~53

1.1K 77 20
                                    


   Hemen şurada pencerenin önünde soğuk soğuk terleyen, tedirgince kapıya kaçamak bakışlar atan ve ikide bir ellerini birbirine sürten titrek oğlan var ya, hah işte o benim. Neden bu halde olduğuma gelirsek, Şura sabah ben okula girer girmez dibimde bitmiş ve bana Deniz'e aktarmam için bir şeyler fısıldamıştı. Bu şeyler, aklıma geldikçe tüylerimin ürpermesine neden olan gereksiz yere atik fotoğrafçı Rumeysa'yı ve ona yapacağım fotoğraf modelliğiyle beraber Deniz'i de kapsadığı için tedirgindim. Hadi ama... Bu üçünü yani, fotoğrafçılık, modellik ve Deniz'i ortak paydada birleştirenin ne olduğunu düşünebiliyor musunuz? Konu Şura'ysa her şeyi yapabilme potansiyeline sahipti ve bizim için neler hazırladığını tahmin etmeye bile korkuyordum.

   Sonunda beklediğim kişi yanında konuşup gülüştüğü Aslı'yla beraber sınıfa girdiğinde bir an dikkatim dağıldı. Aslı'yla en son aralarında katman katman buzullar varken bırakmıştım onları ama anlaşılan barışmışlardı. Pekala, bu olayı biraz daha zora sokardı, Aslı'yı da peşinden sürüklemesini istemiyordum sadece o olsun istiyordum. Bunu yapabilirsin Akher! Cesur ol! Patates kızartması aşkına! Kendi kendime gaz vermem Deniz'in lacivert gözlerinin beni bulmasıyla kabartma tozu eksik gelmiş kek gibi aniden sönerken, olduğum yere sindim. Sonuçta yanıma gelen ve benimle konuşan Deniz oldu. "Günaydın." dedi kocaman gülümseyerek. Son zamanlardaki sirke satan yüzünü düşününce bu şekilde gülümsüyor olması ,sebebi Aslı bile olsa, beni mutlu etmişti. Çok aşık olmalıydım...

   "Günaydın." dedim aynı gülümsemeyle karşılık veremesem de dudaklarımın titrek bir şekilde kıvrılmasına izin verdim. Yüzümdeki gülüş hayalet gibi kaybolduktan sonra ciddi bir duruş sergilemeye çalıştım. "Sana söylemem gereken bir şey var..." Kısılmış gözleri bir dedektifin titizliğiyle yüzümdeki mimikleri takip ederken konuşmak ne kadar zor olsa da bir yerden başlamam gerekiyordu.

   "Kanser oldun ve üç aylık ömrün kaldı?" Diye dalga geçtiğinde kaşlarım 'ciddi misin sen?' der gibi havalandı. "Kusura bakma birden bire o kadar ciddileştin ki..." Gözlerini kaçırdığında ne olduğunu anlamamıştım. Deniz, gözlerini mi kaçırdı benden? Başımı yana eğip bakışlarını yakalamaya çalıştığımda az kalsın söylemem gerekenleri ona iletemeden konuyu başka bir yere çekmek üzereydim. Hemen toparlandım ve boğazımı temizledim. Yeniden bana bakmasını sağlamıştı bu.

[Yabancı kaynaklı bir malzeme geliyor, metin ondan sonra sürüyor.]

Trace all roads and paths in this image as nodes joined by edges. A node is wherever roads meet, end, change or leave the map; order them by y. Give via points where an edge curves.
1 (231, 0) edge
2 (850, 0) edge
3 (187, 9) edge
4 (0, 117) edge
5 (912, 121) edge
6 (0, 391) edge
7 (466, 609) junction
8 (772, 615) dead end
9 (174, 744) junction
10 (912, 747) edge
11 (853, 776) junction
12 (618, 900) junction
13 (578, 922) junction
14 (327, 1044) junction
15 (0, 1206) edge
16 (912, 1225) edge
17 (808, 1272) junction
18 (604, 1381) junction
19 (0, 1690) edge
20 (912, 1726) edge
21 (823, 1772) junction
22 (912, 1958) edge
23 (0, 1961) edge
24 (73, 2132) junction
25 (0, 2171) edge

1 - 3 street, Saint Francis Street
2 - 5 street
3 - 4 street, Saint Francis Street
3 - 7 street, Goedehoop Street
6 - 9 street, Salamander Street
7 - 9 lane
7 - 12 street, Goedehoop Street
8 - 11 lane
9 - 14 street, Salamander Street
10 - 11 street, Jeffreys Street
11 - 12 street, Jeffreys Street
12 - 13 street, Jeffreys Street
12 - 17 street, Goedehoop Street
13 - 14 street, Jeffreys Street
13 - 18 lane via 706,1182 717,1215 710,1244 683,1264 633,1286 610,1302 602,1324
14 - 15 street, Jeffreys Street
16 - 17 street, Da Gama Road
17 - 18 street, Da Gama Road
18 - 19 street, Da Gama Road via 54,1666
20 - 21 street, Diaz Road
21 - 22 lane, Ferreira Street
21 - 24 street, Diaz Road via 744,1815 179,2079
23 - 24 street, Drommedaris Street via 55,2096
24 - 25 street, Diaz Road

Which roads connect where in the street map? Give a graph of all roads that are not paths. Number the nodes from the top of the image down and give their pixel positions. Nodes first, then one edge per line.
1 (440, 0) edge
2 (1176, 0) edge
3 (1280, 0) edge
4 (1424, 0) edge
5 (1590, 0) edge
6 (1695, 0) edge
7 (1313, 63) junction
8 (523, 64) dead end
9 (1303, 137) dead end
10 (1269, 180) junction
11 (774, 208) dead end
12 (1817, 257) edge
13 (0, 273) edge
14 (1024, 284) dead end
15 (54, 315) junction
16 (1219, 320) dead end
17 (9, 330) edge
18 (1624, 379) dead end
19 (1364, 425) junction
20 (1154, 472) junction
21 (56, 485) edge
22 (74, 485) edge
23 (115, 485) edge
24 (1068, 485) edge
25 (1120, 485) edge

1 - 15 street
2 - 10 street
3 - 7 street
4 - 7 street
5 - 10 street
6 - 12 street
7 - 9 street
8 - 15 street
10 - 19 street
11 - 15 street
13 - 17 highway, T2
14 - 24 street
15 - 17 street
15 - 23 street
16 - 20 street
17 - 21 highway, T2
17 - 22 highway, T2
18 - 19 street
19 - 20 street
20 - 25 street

   "Fotoğraf sergisine gittiğimizde hani benim resmimi çeken kız bana modellik teklif etmişti ya." Diyerek olaya girdiğimde dikkatini çekebilmiş gibi görünüyordum. Devam etmem için hızlı hızlı başını salladı. "Ben o kızın teklifini kabul etmeye karar verdim... Hatta kabul ettim bile." Yüzünde ilk defa gördüğüm ifadeyi çözmekte zorlanıyordum ama bir şey dememesinden cesaret alarak devam ettim. "Bu hafta sonu fotoğrafçılık kulübüyle beraber günübirlik bir geziye çıkacaklarmış ve benim de oraya gelmemi istedi." Bu sefer bir tepki almak için yüzüne baktım ama ifadesi bir duvara dönüşmüştü sanki ve bu ürkütücüydü.

   Soğuk bir sesle "Ben ne yapabilirim peki?" diye sorduğunda dudaklarımı birbirine bastırdım. Sabahki sıcak tavırlarından sonra gelen bu tipi beni çırılçıplak yakalamıştı sanki. Yutkunmamak için kendimi tuttum ve omuzlarımı dikleştirdim. Karşısında ezilip büzülecek değildim ya, onun sert ifadeleri varsa benim daha çok vardı. Yaşadığım bu engeller ve kötü bakışlarla dolu hayatta bir iki numara da ben öğrenmiştim. Yani umarım öğrenmiştim... Öğrenmiş miyimdir acaba?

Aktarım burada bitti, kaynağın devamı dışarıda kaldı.